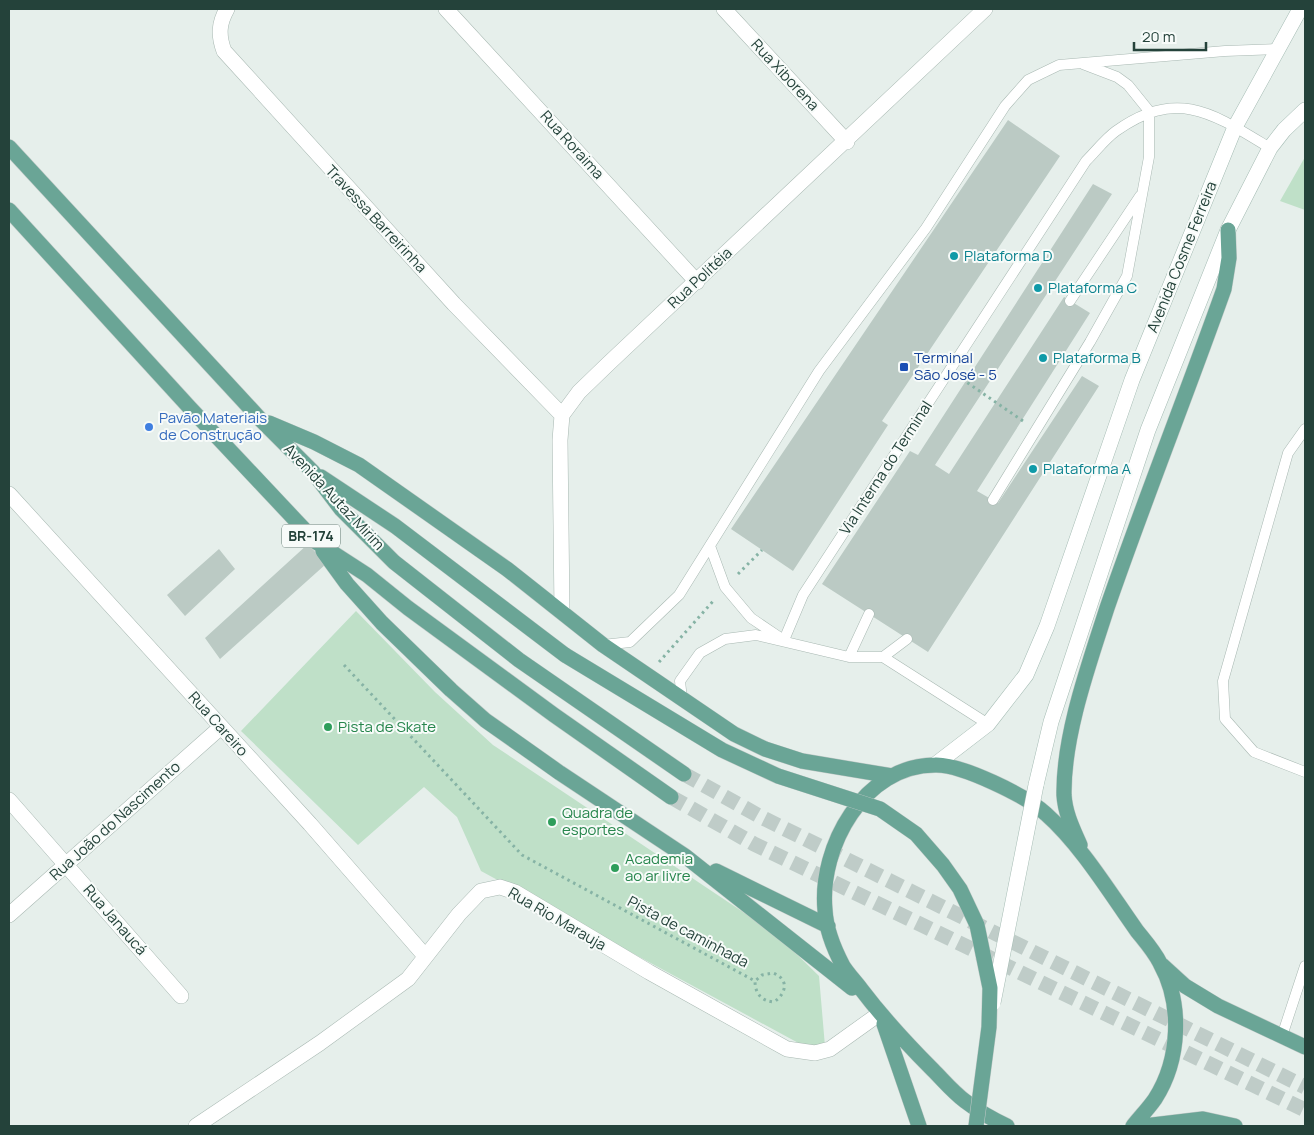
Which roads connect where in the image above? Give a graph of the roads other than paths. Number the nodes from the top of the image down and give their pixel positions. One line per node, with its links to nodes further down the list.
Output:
1 (226, 9): 19 (street, Travessa Barreirinha)
2 (446, 9): 17 (street, Rua Roraima)
3 (724, 9): 11 (street, Rua Xiborena)
4 (985, 9): 11 (street, Rua Politéia)
5 (1300, 9): 6 (street, Avenida Cosme Ferreira)
6 (1276, 50): 7 (lane); 10 (street, Avenida Cosme Ferreira)
7 (1081, 63): 9 (lane); 26 (lane)
8 (1305, 110): 13 (street)
9 (1149, 111): 10 (lane); 14 (lane); 30 (lane, Via Interna do Terminal)
10 (1235, 127): 13 (lane); 35 (street, Avenida Cosme Ferreira)
11 (847, 142): 17 (street, Rua Politéia)
12 (9, 146): 20 (main road, Avenida Autaz Mirim / BR-174)
13 (1270, 148): 16 (street)
14 (1144, 192): 18 (lane); 24 (lane)
15 (9, 210): 25 (main road, Avenida Autaz Mirim / BR-174)
16 (1228, 230): 44 (main road); 53 (street, bridge)
17 (696, 282): 19 (street, Rua Politéia)
18 (1070, 301)
19 (562, 415): 27 (street)
20 (261, 420): 22 (main road, Avenida Autaz Mirim / BR-174); 27 (main road)
21 (1305, 429): 38 (lane)
22 (313, 472): 39 (main road, Avenida Autaz Mirim / BR-174); 53 (main road, bridge)
23 (9, 494): 36 (street, Rua Careiro)
24 (993, 500)
25 (316, 542): 41 (main road, Avenida Autaz Mirim / BR-174); 43 (main road)
26 (710, 546): 30 (lane); 31 (lane)
27 (562, 612): 31 (main road)
28 (869, 614): 32 (lane)
29 (907, 639): 33 (lane)
30 (784, 640): 32 (lane); 34 (lane)
31 (603, 645): 34 (main road)
32 (850, 657): 33 (lane)
33 (883, 657): 35 (lane)
34 (682, 699): 40 (main road)
35 (988, 724): 37 (street, Avenida Cosme Ferreira)
36 (221, 727): 45 (street, Rua João do Nascimento); 48 (street, Rua Careiro)
37 (936, 764): 40 (main road); 44 (main road)
38 (1305, 772)
39 (684, 774)
40 (892, 776): 47 (main road)
41 (671, 796)
42 (9, 800): 45 (street, Rua Janaucá)
43 (685, 856): 47 (main road); 52 (main road)
44 (1087, 860): 49 (main road)
45 (66, 864): 46 (street, Rua João do Nascimento); 51 (street, Rua Janaucá)
46 (9, 915)
47 (828, 926): 52 (main road)
48 (425, 956): 52 (street, Rua Rio Marauja); 56 (street, Rua Rio Marauja)
49 (1161, 963): 54 (main road); 60 (main road)
50 (1305, 966): 54 (lane)
51 (181, 996)
52 (879, 1014): 57 (main road); 59 (main road)
53 (989, 1027): 58 (main road, bridge)
54 (1282, 1036): 55 (main road)
55 (1305, 1047)
56 (196, 1126)
57 (916, 1126)
58 (976, 1126)
59 (1007, 1126)
60 (1133, 1126)
61 (1144, 1126): 62 (main road)
62 (1235, 1126)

## About this task
Without any pictures, transcribe the listing above exactly as written.

## Task solution
Which roads connect where in the image above? Give a graph of the roads other than paths. Number the nodes from the top of the image down and give their pixel positions. One line per node, with its links to nodes further down the list.
Output:
1 (226, 9): 19 (street, Travessa Barreirinha)
2 (446, 9): 17 (street, Rua Roraima)
3 (724, 9): 11 (street, Rua Xiborena)
4 (985, 9): 11 (street, Rua Politéia)
5 (1300, 9): 6 (street, Avenida Cosme Ferreira)
6 (1276, 50): 7 (lane); 10 (street, Avenida Cosme Ferreira)
7 (1081, 63): 9 (lane); 26 (lane)
8 (1305, 110): 13 (street)
9 (1149, 111): 10 (lane); 14 (lane); 30 (lane, Via Interna do Terminal)
10 (1235, 127): 13 (lane); 35 (street, Avenida Cosme Ferreira)
11 (847, 142): 17 (street, Rua Politéia)
12 (9, 146): 20 (main road, Avenida Autaz Mirim / BR-174)
13 (1270, 148): 16 (street)
14 (1144, 192): 18 (lane); 24 (lane)
15 (9, 210): 25 (main road, Avenida Autaz Mirim / BR-174)
16 (1228, 230): 44 (main road); 53 (street, bridge)
17 (696, 282): 19 (street, Rua Politéia)
18 (1070, 301)
19 (562, 415): 27 (street)
20 (261, 420): 22 (main road, Avenida Autaz Mirim / BR-174); 27 (main road)
21 (1305, 429): 38 (lane)
22 (313, 472): 39 (main road, Avenida Autaz Mirim / BR-174); 53 (main road, bridge)
23 (9, 494): 36 (street, Rua Careiro)
24 (993, 500)
25 (316, 542): 41 (main road, Avenida Autaz Mirim / BR-174); 43 (main road)
26 (710, 546): 30 (lane); 31 (lane)
27 (562, 612): 31 (main road)
28 (869, 614): 32 (lane)
29 (907, 639): 33 (lane)
30 (784, 640): 32 (lane); 34 (lane)
31 (603, 645): 34 (main road)
32 (850, 657): 33 (lane)
33 (883, 657): 35 (lane)
34 (682, 699): 40 (main road)
35 (988, 724): 37 (street, Avenida Cosme Ferreira)
36 (221, 727): 45 (street, Rua João do Nascimento); 48 (street, Rua Careiro)
37 (936, 764): 40 (main road); 44 (main road)
38 (1305, 772)
39 (684, 774)
40 (892, 776): 47 (main road)
41 (671, 796)
42 (9, 800): 45 (street, Rua Janaucá)
43 (685, 856): 47 (main road); 52 (main road)
44 (1087, 860): 49 (main road)
45 (66, 864): 46 (street, Rua João do Nascimento); 51 (street, Rua Janaucá)
46 (9, 915)
47 (828, 926): 52 (main road)
48 (425, 956): 52 (street, Rua Rio Marauja); 56 (street, Rua Rio Marauja)
49 (1161, 963): 54 (main road); 60 (main road)
50 (1305, 966): 54 (lane)
51 (181, 996)
52 (879, 1014): 57 (main road); 59 (main road)
53 (989, 1027): 58 (main road, bridge)
54 (1282, 1036): 55 (main road)
55 (1305, 1047)
56 (196, 1126)
57 (916, 1126)
58 (976, 1126)
59 (1007, 1126)
60 (1133, 1126)
61 (1144, 1126): 62 (main road)
62 (1235, 1126)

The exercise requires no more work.